Stored data
- - -
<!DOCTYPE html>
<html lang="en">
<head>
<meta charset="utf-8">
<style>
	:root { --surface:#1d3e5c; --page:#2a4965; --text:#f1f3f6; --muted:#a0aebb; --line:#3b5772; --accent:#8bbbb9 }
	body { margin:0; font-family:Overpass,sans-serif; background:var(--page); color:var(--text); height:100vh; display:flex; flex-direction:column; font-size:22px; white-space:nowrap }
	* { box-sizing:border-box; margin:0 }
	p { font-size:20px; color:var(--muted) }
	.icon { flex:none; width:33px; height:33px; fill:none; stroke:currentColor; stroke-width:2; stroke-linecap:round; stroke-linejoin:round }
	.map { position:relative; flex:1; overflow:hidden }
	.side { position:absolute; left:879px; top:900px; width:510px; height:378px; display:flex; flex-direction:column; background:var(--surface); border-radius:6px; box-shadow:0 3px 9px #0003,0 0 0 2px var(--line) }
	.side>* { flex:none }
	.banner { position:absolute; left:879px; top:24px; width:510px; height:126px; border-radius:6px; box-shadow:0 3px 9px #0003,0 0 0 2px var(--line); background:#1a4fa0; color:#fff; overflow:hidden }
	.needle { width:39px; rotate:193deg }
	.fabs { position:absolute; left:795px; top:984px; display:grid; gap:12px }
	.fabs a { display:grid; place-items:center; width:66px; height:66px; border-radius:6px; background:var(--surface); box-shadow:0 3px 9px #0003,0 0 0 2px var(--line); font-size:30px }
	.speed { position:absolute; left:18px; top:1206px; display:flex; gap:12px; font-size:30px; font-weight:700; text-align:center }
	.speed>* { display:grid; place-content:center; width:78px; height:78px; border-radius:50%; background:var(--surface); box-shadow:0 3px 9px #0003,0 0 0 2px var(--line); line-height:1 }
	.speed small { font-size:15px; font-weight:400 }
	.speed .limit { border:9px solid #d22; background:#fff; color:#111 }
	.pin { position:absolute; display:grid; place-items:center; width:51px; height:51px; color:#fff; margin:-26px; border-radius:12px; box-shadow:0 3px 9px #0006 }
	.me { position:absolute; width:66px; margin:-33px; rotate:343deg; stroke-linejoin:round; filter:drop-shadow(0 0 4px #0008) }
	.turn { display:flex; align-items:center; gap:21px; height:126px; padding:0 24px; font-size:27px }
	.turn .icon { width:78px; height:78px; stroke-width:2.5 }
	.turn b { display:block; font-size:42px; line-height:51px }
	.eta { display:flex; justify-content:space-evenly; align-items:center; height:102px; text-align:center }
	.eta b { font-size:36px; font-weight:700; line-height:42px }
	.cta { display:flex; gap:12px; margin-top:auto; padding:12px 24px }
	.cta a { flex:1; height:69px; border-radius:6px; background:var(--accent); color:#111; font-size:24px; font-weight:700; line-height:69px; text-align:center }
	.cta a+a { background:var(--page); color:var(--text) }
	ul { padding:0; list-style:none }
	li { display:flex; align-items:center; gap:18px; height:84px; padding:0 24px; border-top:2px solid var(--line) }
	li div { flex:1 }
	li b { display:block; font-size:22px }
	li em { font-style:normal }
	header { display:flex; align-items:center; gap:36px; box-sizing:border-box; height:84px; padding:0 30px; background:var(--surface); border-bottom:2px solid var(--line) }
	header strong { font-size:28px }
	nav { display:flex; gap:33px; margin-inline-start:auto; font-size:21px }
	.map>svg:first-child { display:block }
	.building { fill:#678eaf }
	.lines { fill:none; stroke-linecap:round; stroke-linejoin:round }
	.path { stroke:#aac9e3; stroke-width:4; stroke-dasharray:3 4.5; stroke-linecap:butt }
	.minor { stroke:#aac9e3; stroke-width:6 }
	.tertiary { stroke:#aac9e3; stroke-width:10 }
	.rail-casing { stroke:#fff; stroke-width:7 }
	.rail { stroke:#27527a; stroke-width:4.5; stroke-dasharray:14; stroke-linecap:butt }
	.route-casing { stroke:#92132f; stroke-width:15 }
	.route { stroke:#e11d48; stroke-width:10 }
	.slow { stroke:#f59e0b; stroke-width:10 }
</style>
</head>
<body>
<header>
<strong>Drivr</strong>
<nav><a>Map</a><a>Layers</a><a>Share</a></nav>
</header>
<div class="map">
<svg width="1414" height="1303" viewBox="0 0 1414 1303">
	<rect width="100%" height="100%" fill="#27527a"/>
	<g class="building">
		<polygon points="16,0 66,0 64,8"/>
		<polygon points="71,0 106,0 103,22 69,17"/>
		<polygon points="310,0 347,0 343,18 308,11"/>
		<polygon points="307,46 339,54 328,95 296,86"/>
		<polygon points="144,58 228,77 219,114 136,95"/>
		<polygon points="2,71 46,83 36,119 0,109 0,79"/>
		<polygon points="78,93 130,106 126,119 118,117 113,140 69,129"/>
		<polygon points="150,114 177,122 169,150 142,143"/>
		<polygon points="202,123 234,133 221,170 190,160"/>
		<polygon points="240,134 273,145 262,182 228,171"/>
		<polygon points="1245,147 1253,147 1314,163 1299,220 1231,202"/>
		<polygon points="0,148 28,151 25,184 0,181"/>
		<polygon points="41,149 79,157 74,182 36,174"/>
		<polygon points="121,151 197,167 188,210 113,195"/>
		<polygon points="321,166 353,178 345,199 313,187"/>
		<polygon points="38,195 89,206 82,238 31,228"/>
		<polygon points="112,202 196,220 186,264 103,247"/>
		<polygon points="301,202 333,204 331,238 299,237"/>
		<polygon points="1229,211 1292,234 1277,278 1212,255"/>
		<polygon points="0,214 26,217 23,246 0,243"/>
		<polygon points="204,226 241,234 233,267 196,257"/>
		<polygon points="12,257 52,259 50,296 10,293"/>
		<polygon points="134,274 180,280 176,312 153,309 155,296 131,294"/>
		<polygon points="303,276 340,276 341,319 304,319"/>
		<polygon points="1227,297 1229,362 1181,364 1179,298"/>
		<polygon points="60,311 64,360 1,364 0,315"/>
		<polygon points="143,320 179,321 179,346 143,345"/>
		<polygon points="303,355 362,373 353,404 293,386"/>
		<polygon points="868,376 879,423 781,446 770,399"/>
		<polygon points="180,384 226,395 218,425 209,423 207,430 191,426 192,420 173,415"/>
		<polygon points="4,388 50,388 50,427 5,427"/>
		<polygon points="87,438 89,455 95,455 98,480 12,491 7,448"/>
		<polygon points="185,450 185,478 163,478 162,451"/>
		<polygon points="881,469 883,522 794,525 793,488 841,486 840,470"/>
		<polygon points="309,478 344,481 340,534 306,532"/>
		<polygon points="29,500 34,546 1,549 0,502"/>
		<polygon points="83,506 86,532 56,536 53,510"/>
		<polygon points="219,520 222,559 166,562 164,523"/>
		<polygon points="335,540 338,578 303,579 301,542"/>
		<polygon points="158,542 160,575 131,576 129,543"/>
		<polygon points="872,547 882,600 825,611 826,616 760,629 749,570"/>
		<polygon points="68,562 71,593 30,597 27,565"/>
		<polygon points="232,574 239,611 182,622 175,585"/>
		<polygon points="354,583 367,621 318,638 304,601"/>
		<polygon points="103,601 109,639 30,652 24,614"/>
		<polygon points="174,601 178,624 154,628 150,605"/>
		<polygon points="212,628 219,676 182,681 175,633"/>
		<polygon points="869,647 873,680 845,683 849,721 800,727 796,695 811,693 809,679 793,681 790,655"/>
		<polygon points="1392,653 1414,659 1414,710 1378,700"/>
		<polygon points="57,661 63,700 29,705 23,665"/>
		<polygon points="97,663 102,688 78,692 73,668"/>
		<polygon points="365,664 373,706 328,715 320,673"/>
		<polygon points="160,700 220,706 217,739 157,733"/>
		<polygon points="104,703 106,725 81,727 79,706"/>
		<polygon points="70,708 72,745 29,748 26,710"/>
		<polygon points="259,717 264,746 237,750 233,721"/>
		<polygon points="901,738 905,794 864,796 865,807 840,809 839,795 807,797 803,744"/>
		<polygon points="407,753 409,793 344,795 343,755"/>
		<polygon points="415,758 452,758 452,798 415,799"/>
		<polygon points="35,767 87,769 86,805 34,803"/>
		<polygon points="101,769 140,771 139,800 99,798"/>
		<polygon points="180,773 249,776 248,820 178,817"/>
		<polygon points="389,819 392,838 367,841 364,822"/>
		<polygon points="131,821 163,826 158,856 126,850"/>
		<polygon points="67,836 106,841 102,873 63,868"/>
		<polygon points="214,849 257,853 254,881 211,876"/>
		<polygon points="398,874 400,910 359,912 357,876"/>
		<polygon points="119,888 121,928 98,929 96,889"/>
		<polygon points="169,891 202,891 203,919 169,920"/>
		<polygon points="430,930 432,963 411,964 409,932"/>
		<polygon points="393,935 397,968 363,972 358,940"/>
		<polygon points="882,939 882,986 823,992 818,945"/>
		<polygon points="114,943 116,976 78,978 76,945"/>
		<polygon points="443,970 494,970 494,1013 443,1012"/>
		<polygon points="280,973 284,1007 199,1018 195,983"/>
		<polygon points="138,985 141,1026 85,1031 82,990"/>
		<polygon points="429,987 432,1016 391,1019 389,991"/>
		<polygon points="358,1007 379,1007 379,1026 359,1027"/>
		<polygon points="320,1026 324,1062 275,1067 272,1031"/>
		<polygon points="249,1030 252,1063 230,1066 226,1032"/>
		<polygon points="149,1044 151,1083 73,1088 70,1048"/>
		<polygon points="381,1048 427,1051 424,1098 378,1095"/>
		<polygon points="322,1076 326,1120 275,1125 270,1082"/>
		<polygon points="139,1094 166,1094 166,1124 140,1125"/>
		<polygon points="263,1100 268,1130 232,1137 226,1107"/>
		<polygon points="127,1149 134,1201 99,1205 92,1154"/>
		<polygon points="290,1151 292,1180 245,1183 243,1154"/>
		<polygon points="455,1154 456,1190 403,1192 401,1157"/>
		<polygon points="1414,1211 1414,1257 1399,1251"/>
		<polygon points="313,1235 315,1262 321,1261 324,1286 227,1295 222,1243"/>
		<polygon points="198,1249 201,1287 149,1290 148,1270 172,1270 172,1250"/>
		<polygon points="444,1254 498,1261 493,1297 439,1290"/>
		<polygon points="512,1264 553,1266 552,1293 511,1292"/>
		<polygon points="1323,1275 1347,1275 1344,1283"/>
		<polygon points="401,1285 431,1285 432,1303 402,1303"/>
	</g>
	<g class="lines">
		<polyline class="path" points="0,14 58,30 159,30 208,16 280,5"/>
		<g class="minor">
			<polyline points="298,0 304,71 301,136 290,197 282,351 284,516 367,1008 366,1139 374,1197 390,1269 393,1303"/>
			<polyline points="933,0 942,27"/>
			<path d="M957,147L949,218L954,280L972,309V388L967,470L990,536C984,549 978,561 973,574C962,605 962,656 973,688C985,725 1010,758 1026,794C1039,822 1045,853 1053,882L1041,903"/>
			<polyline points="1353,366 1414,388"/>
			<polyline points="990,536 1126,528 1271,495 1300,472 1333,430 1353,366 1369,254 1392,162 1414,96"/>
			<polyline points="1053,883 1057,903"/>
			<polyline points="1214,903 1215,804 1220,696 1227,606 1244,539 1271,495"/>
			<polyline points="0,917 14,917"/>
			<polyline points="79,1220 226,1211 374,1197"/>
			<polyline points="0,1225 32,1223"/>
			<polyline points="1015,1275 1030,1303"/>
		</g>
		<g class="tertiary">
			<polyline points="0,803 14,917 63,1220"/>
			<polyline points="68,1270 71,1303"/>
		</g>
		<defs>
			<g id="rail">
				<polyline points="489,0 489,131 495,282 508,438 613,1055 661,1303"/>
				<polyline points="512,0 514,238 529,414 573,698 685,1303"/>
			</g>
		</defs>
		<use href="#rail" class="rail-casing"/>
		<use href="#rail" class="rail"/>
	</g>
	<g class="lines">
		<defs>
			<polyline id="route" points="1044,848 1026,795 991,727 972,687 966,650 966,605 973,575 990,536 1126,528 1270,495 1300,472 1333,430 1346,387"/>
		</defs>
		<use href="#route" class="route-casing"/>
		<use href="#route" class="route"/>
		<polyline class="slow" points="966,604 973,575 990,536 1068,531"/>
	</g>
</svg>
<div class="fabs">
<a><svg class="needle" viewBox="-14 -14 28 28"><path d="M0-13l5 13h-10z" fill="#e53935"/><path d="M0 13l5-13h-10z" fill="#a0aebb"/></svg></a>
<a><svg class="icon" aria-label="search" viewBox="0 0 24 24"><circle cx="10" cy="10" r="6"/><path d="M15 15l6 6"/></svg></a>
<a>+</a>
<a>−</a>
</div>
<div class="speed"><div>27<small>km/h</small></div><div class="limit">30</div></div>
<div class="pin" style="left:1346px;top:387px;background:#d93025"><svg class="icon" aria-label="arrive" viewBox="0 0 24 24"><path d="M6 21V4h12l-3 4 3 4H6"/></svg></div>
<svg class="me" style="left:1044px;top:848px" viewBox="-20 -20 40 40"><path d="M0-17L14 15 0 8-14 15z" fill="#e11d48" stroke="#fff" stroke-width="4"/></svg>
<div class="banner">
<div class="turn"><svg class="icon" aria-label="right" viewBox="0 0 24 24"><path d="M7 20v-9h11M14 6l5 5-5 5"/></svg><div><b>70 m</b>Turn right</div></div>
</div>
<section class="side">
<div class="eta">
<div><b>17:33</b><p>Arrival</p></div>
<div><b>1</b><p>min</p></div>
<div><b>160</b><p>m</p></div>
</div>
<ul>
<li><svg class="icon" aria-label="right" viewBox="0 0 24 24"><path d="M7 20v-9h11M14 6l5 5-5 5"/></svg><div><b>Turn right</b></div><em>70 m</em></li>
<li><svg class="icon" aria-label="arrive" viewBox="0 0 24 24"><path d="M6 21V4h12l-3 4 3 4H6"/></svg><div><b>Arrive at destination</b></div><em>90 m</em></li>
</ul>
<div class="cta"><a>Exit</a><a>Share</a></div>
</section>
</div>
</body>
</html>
- - -
Take the line that contains "<div><b>160</b><p>m</p></div>" and each line after it down to the last of the records, and retype them exactly; add nothing else.

<div><b>160</b><p>m</p></div>
</div>
<ul>
<li><svg class="icon" aria-label="right" viewBox="0 0 24 24"><path d="M7 20v-9h11M14 6l5 5-5 5"/></svg><div><b>Turn right</b></div><em>70 m</em></li>
<li><svg class="icon" aria-label="arrive" viewBox="0 0 24 24"><path d="M6 21V4h12l-3 4 3 4H6"/></svg><div><b>Arrive at destination</b></div><em>90 m</em></li>
</ul>
<div class="cta"><a>Exit</a><a>Share</a></div>
</section>
</div>
</body>
</html>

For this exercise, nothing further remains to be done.